While troubleshooting the filtering functions of my DXspider installation, I found there was very little documentation on how to get filtering to actually work. For the uninitiated, browse to the bottom of this post if you only require an updated version of usdbraw.gz from 12/23/09.

First I started with G1TLH’s download documentation. It references a file named usdbraw.gz which was unfortunately unavailable at the time. After a brief google search, I found the file, expecting it to only contain states and cities, but instead it IS the US FCC callsign database. The newest one I found was from 2004. Importing this database would make state filtering spuratic at best since so many new callsigns have been issued in the US of the course of the last 5 years and DXspider would only filter callsigns it knew about.

The FCC provides a daily updated database archive on their site available for download. Their database structure by itself is not compatible with DXspider and requires massaging of the data to ready it for import.

A huge find in this process was G1TLH’s USDB generation script. Dirk’s script takes the compressed FCC archive and converts it into DXspider format which happens to be output as usdbraw.gz.

Taken that process, then reverting back to the download documentation, then importing the database renders a newly up-to-date reference to apply state filters against.

This is great, but new callsigns are generated daily and I wanted to keep DXspider as up-to-date as possible with little to no administrative intervention from me. Introduce a little scripting and the use of cron.

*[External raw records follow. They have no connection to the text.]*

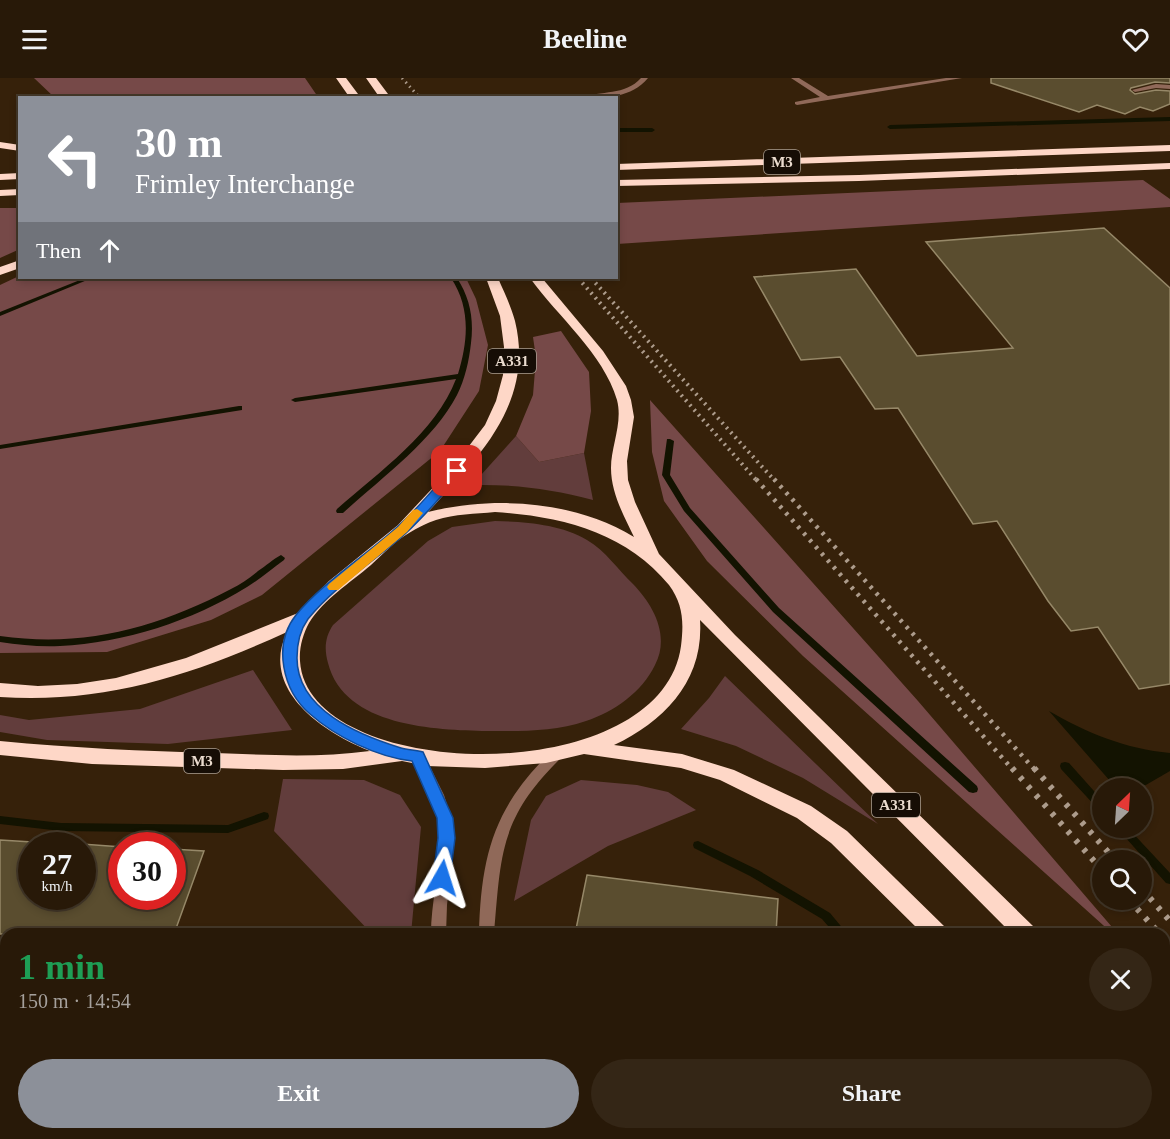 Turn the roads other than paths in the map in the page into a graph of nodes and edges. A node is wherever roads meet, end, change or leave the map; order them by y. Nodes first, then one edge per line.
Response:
1 (341, 78) edge
2 (370, 78) edge
3 (645, 78) edge
4 (794, 78) edge
5 (959, 78) edge
6 (1144, 80) dead end
7 (1156, 86) junction
8 (1170, 87) edge
9 (1135, 90) dead end
10 (354, 96) edge
11 (384, 96) edge
12 (596, 96) edge
13 (826, 98) junction
14 (797, 103) dead end
15 (0, 145) edge
16 (18, 148) edge
17 (1170, 148) edge
18 (618, 156) edge
19 (948, 156) junction
20 (1170, 166) edge
21 (618, 167) edge
22 (18, 176) edge
23 (0, 177) edge
24 (859, 178) junction
25 (618, 183) edge
26 (18, 192) edge
27 (0, 193) edge
28 (618, 193) edge
29 (18, 265) edge
30 (0, 271) edge
31 (492, 279) edge
32 (537, 279) edge
33 (403, 530) junction
34 (651, 555) junction
35 (688, 597) junction
36 (301, 618) junction
37 (0, 690) edge
38 (0, 748) edge
39 (584, 748) junction
40 (558, 753) junction
41 (411, 755) junction
42 (439, 928) edge
43 (487, 928) edge
44 (931, 928) edge
45 (1020, 928) edge

1 - 10 highway
2 - 11 highway
3 - 12 street
4 - 13 street
5 - 13 street
6 - 7 street
7 - 8 street
7 - 9 street
13 - 14 street
15 - 16 highway
17 - 19 highway, M3
18 - 19 highway, M3
19 - 21 highway, M3
20 - 24 highway, M3
22 - 23 highway
24 - 25 highway, M3
24 - 28 highway, M3
26 - 27 highway
29 - 30 highway
31 - 33 highway, A331
32 - 34 highway
33 - 34 highway
33 - 36 highway
34 - 35 highway
35 - 39 highway
35 - 45 highway, A331
36 - 37 highway
36 - 41 highway
38 - 41 highway, M3
39 - 40 highway
39 - 44 highway
40 - 41 highway
40 - 43 street
41 - 42 street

My shell scripting skills a disasterous at best but it does function as advertised. I named my script usdb-update.sh and wrote it in /spider/local_cmds. It seemed to be the most obvious place for it at the time. Now let’s step through the script:

  • We start with the usual shell scripting stuff. Let’s set variables to our paths. Just in case one day we want to move all this stuff to a new location, it makes life a little easier.
  • #!/bin/sh
    SPIDERDATA=/spider/data
    SPIDERPERL=/spider/perl

  • Let’s download the the FCC database via wget and store it in /spider/data. Don’t mind formating below…
  • wget -P $SPIDERDATA http://wireless.fcc.gov/uls/data/complete/l_amat.zip

  • I placed Dirk’s script in /spider/perl will all the other scripts. Let’s call that script against our newly downloaded FCC database and convert it into something DXspider can understand. This actually creates the usdbraw.gz file you’ve probably been scavenging the internet for. It stores it in /spider/data
  • $SPIDERPERL/gen_usdb_data.pl $SPIDERDATA/l_amat.zip

  • Now take that output and create the USDB from it.
  • $SPIDERPERL/create_usdb.pl $SPIDERDATA/usdbraw.gz

  • Now cleanup our mess. Disk space is valuable.
  • rm $SPIDERDATA/l_amat.zip
    rm $SPIDERDATA/usdbraw.gz

    At this point if all has gone swimmingly you have the US callsign database waiting for you in DXspider. We now have to load it to make it available to our cluster users.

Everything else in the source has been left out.